## Exercise aim
In the data, extract each line that holds the string "image".

## Given data
··········
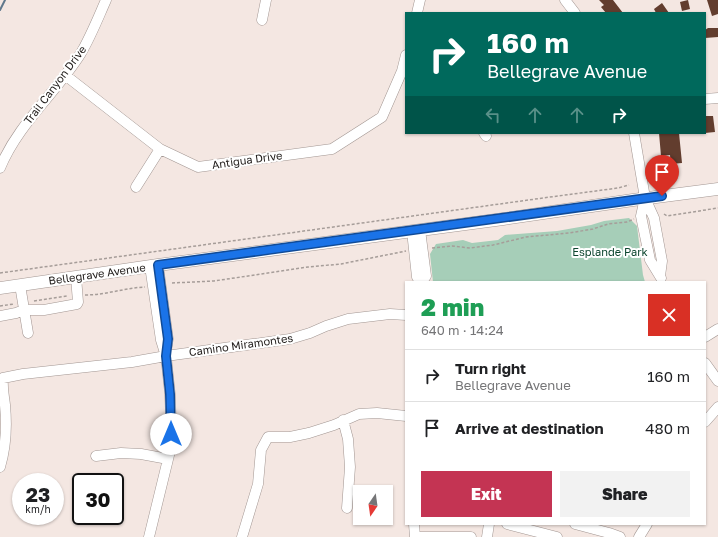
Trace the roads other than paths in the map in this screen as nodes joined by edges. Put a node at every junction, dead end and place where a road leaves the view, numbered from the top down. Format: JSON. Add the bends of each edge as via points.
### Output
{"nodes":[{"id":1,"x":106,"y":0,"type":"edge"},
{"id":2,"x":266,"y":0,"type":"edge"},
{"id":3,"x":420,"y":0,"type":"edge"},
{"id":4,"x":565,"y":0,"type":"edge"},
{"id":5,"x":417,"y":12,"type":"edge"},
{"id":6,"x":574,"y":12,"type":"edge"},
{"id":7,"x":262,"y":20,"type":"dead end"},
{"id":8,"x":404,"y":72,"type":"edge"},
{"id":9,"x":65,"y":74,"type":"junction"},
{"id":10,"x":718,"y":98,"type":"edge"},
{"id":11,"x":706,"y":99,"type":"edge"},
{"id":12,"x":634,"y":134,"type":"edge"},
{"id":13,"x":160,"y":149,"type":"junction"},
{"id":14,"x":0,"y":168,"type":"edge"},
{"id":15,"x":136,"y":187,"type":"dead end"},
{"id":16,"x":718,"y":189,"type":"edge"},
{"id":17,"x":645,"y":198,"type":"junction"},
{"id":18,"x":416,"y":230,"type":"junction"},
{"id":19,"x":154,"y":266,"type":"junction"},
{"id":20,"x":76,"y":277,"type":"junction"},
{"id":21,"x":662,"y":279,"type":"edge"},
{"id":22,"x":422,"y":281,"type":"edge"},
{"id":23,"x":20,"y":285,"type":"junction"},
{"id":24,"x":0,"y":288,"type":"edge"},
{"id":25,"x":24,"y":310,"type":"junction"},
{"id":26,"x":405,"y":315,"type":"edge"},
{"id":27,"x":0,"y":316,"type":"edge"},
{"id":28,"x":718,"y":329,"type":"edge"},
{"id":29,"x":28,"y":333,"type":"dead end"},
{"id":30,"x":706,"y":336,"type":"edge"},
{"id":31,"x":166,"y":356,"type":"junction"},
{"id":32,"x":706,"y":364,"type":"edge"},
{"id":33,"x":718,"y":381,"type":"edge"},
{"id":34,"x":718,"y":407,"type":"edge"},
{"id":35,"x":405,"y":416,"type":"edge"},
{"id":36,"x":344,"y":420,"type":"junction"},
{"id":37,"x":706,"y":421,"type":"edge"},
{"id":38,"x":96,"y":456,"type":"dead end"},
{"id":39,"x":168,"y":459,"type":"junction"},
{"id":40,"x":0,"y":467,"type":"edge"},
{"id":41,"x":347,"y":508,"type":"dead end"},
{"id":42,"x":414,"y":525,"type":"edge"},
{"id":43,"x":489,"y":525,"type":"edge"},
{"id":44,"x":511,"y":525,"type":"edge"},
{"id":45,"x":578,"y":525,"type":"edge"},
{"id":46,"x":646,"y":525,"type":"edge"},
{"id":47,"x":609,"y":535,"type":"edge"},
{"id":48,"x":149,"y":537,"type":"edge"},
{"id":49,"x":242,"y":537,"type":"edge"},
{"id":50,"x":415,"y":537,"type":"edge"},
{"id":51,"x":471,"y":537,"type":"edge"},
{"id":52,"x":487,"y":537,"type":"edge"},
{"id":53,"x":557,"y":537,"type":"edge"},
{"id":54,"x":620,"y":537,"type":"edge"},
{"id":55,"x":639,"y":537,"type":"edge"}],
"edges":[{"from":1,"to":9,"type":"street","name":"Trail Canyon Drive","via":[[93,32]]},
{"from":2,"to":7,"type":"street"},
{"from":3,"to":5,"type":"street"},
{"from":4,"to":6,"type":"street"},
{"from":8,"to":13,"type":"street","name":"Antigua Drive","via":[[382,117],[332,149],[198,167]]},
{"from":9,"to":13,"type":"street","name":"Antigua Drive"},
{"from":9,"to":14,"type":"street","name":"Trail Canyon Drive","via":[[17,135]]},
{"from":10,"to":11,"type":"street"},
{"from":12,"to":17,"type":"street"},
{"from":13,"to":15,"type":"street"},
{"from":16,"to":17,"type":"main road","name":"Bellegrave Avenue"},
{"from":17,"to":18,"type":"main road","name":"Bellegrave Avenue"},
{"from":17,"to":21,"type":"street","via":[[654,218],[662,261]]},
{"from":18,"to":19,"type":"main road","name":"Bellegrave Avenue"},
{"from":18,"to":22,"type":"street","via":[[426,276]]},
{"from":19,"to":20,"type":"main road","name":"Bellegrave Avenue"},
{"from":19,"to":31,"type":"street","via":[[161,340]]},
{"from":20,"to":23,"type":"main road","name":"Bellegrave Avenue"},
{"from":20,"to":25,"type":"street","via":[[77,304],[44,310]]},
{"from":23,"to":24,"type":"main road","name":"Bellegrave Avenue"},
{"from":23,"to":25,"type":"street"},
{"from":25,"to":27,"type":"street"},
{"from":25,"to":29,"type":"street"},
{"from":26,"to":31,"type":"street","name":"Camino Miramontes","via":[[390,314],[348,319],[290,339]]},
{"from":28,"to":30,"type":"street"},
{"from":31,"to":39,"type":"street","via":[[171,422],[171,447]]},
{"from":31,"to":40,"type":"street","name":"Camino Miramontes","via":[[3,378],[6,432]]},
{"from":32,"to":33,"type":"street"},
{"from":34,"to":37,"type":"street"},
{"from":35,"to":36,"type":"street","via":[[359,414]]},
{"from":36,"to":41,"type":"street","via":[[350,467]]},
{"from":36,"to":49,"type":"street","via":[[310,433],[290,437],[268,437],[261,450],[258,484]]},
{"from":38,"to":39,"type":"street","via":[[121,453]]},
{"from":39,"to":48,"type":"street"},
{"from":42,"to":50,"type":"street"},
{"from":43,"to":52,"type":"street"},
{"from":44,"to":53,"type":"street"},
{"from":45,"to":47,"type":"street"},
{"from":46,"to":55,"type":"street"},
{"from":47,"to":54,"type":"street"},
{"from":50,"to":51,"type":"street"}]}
··········
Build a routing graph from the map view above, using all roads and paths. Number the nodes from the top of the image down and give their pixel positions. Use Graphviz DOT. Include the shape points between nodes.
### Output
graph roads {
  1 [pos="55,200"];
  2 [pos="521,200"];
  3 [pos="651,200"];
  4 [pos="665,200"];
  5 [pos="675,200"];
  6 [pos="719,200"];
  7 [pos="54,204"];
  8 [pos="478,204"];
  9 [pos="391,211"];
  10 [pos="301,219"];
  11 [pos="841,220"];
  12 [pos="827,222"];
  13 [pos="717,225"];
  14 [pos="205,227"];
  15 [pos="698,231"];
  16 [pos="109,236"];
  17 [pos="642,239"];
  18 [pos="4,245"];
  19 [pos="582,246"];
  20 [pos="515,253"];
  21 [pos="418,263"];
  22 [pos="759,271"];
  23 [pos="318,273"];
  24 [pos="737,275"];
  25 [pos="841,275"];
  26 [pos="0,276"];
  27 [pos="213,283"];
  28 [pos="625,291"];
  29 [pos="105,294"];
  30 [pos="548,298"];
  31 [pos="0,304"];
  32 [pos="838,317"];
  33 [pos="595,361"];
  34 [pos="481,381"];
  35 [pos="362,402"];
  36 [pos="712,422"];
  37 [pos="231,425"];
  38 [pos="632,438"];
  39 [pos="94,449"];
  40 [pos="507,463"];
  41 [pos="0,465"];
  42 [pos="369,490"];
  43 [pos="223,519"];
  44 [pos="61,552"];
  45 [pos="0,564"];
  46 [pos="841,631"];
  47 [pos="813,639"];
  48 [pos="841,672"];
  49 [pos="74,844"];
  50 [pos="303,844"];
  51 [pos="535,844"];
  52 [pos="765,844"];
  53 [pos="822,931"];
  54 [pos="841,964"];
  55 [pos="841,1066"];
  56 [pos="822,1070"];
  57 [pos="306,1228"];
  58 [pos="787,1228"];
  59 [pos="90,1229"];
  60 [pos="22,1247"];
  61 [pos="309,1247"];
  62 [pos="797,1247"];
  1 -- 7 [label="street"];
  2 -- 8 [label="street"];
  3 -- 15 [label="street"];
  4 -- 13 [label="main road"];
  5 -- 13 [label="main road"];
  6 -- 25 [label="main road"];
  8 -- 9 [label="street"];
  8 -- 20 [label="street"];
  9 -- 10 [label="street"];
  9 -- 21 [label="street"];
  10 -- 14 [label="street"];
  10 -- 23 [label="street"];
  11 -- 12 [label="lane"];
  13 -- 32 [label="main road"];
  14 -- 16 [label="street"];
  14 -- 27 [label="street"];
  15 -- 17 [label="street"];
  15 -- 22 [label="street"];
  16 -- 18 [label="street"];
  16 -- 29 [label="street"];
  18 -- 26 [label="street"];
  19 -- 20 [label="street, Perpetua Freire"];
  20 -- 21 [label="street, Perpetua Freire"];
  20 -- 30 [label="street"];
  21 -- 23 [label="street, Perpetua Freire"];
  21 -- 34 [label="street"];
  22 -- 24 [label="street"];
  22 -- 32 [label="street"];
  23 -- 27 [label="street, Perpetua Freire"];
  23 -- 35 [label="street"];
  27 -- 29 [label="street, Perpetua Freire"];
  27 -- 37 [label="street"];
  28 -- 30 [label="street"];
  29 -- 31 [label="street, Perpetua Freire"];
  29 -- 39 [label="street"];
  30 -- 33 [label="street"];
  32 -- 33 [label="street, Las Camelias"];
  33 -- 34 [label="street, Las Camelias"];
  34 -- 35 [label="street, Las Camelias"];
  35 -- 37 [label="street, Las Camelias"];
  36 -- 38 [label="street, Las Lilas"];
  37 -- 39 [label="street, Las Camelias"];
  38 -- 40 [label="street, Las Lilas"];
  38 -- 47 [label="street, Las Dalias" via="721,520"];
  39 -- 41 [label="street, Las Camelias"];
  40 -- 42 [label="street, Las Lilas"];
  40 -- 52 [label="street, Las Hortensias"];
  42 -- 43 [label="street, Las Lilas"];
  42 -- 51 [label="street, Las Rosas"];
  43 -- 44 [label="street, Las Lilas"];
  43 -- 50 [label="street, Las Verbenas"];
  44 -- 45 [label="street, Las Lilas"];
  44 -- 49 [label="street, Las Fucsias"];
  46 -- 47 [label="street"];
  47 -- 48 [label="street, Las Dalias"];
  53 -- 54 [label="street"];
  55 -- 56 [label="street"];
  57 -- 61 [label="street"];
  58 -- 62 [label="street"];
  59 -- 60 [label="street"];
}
··········
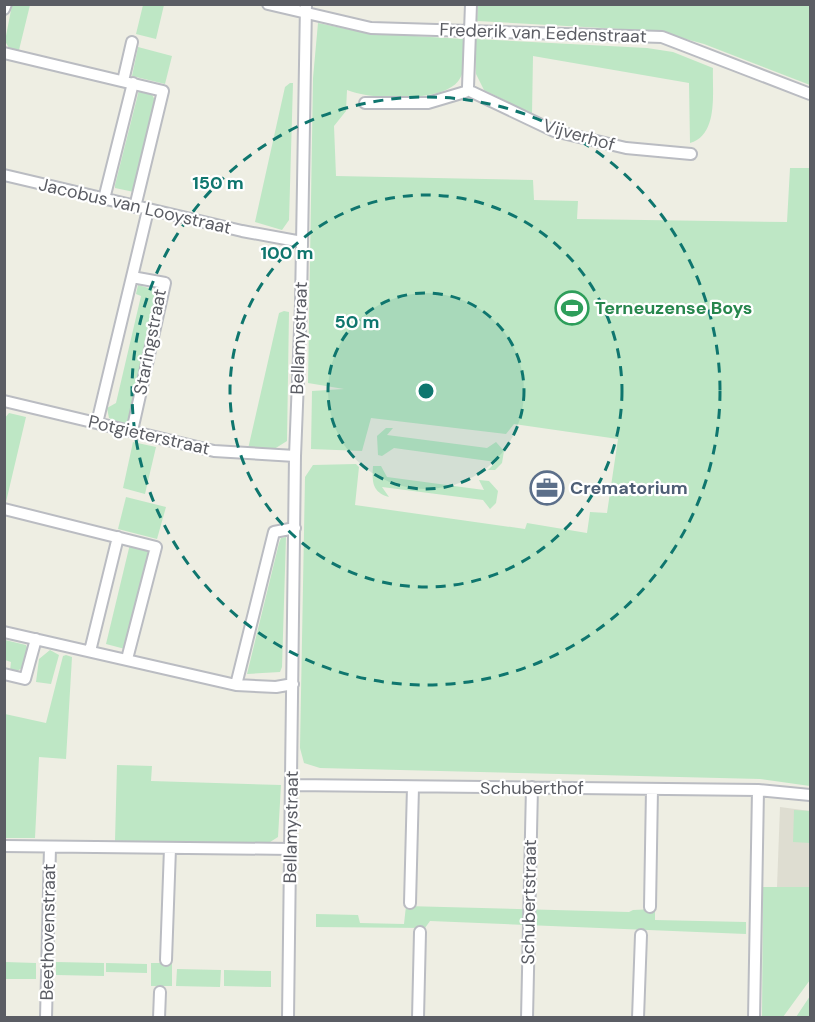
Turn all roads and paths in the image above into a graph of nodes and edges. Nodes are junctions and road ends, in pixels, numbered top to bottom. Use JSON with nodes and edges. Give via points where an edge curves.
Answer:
··········
## Exercise answer
Build a routing graph from the map view above, using all roads and paths. Number the nodes from the top of the image down and give their pixel positions. Use Graphviz DOT. Include the shape points between nodes.
Turn all roads and paths in the image above into a graph of nodes and edges. Nodes are junctions and road ends, in pixels, numbered top to bottom. Use JSON with nodes and edges. Give via points where an edge curves.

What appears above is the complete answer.